Le 11 juillet 1998, elle est arrêtée par la police d’Istanbul et torturée pour la forcer à donner les noms des personnes qu’elle a interviewées pour ses recherches. Elle refuse « par hasard« , comme elle le dit humblement. Elle a 27 ans. Elle est alors accusée d’avoir déposé la bombe qui aurait, le 9 juillet 1998, fait 7 morts et plus de 100 blessés au marché aux épices d’Istanbul alors que plusieurs rapports d’experts certifient que c’est une explosion accidentelle de bouteille de gaz. C’est le début d’un acharnement politico-judiciaire qui dure depuis 25 ans.

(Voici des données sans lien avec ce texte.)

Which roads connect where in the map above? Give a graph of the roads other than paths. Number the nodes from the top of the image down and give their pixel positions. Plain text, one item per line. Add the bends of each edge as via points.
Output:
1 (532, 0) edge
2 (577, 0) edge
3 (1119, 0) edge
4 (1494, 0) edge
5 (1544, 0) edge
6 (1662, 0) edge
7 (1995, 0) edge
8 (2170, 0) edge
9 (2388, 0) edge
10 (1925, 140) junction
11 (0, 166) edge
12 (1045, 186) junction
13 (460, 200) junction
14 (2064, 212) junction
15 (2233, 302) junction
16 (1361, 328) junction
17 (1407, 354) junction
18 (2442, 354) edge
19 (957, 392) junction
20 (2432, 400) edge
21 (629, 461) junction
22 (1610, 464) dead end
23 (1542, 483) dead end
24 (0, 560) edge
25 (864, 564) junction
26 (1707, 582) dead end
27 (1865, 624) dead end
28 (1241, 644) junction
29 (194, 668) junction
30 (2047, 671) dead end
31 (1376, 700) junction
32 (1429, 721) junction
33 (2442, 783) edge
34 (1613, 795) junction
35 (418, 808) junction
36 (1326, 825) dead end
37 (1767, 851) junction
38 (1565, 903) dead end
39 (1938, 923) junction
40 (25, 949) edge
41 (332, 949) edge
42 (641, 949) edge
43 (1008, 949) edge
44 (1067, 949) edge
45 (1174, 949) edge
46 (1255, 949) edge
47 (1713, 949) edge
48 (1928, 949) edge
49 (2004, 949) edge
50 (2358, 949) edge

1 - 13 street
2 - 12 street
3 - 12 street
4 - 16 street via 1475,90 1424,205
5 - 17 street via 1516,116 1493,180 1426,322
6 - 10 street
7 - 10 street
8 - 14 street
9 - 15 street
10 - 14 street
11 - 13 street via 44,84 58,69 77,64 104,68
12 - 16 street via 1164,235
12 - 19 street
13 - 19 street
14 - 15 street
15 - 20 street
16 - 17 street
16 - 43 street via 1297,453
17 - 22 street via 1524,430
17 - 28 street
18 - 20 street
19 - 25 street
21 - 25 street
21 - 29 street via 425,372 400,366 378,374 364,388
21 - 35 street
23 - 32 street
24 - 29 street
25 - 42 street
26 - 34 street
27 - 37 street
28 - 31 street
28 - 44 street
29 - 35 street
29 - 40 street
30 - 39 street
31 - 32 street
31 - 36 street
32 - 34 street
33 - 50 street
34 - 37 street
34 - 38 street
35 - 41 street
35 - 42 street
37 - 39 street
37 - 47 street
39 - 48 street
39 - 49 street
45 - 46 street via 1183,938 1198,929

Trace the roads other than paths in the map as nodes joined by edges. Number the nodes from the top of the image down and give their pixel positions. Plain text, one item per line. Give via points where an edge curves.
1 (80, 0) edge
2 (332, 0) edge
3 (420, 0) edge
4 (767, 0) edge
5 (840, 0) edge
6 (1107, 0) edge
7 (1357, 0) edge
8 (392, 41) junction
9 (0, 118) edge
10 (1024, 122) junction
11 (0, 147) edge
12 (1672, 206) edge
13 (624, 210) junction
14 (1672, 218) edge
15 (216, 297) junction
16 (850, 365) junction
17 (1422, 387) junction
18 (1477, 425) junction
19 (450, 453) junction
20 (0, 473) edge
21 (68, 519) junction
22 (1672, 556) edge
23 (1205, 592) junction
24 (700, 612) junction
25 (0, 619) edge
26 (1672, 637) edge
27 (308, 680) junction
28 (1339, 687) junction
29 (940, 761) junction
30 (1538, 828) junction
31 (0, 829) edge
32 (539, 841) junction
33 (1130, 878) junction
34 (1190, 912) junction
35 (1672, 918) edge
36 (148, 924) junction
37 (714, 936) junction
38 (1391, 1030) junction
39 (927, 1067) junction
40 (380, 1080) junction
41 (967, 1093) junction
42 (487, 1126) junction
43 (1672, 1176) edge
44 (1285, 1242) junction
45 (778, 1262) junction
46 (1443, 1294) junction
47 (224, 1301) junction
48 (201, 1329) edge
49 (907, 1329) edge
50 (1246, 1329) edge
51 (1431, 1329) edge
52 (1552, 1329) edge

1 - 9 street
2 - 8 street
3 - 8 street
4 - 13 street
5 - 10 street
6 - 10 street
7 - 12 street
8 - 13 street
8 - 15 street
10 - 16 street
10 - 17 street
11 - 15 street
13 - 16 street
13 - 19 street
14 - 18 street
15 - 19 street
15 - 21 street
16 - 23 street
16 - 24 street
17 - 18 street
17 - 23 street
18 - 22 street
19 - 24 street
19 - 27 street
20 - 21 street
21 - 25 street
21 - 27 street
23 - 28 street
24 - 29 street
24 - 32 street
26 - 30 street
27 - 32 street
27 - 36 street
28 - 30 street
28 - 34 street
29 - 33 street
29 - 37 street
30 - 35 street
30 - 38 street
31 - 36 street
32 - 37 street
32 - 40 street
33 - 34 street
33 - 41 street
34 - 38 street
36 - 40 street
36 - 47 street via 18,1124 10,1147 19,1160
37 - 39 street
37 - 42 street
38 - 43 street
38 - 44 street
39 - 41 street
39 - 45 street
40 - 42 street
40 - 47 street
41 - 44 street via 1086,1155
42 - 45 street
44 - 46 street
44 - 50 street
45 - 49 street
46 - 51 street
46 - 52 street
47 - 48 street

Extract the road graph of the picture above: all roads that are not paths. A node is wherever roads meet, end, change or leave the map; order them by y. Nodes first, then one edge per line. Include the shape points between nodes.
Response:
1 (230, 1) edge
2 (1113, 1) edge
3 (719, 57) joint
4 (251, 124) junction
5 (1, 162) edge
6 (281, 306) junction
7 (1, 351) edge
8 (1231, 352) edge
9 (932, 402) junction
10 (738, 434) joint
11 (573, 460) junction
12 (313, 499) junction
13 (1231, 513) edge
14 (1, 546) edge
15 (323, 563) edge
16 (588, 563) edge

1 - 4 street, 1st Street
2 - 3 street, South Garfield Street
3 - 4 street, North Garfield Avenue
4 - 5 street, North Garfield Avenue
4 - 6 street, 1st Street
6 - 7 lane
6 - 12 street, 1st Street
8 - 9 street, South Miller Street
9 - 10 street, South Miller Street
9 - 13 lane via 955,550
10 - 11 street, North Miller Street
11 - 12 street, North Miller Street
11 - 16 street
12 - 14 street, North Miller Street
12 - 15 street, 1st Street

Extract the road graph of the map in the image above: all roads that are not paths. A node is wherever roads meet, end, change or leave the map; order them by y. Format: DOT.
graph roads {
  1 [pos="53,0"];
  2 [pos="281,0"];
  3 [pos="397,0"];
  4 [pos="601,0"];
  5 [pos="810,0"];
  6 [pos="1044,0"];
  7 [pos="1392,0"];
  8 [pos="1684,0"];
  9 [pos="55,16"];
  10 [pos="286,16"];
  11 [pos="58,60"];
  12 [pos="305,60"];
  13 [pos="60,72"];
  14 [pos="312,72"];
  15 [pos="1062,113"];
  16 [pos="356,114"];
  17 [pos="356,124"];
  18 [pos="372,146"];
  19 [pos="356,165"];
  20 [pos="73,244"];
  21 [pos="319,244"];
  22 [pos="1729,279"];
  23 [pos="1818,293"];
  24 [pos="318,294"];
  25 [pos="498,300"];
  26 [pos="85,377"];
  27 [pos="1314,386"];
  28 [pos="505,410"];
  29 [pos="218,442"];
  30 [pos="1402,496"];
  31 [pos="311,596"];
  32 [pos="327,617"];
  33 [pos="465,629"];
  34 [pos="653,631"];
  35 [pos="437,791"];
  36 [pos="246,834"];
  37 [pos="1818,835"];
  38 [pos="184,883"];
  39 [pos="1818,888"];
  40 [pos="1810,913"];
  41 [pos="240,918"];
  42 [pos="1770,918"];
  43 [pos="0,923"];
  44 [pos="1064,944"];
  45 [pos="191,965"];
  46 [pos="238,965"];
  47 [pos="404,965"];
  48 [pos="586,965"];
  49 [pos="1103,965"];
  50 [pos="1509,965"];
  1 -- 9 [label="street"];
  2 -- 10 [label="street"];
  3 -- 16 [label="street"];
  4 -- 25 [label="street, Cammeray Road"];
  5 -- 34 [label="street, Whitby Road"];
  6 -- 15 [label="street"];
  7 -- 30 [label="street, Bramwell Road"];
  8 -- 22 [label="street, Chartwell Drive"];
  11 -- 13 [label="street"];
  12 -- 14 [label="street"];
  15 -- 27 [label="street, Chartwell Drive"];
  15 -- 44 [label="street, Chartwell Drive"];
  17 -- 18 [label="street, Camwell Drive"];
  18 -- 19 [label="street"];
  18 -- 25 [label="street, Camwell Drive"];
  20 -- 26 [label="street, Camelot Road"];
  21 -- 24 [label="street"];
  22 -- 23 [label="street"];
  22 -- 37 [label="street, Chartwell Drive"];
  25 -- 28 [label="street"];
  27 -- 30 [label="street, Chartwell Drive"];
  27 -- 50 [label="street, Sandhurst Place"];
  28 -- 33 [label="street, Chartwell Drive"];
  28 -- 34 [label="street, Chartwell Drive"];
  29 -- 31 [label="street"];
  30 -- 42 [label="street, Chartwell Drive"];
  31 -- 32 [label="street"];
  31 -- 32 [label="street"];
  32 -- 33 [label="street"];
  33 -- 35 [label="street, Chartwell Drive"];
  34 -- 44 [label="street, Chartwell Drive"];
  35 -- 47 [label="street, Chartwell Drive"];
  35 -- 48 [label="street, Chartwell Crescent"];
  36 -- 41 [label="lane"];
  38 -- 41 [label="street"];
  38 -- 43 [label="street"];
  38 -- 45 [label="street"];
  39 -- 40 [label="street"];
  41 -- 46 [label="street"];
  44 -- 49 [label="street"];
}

Libérée après 2 ans et demi en prison, Pinar se mobilise contre les violences faites aux femmes, pour la paix et contre toutes les dominations dans des événements, associations et médias féministes, par la publication de livres. En 2008 parait Sürüne Sürüne erkek olmak (Devenir homme en rampant) sur la construction de la masculinité dans le contexte du service militaire qui a un succès énorme auprès du grand public. Menacée de mort et de prison à vie, elle s’exile et entame un long parcours, à Berlin puis Strasbourg, Lyon et enfin Nice, où elle ne cesse de s’activer comme sociologue, écrivaine, journaliste, militante, enseignante. Entre 2006 et 2022, elle aura été condamnée et acquittée 4 fois jusqu’à ce 5e mandat d’arrêt international en 2023. L’audience de mars dernier, reportée au 29 septembre 2023, se fera sans elle à Istanbul, mais avec ses très nombreux soutiens.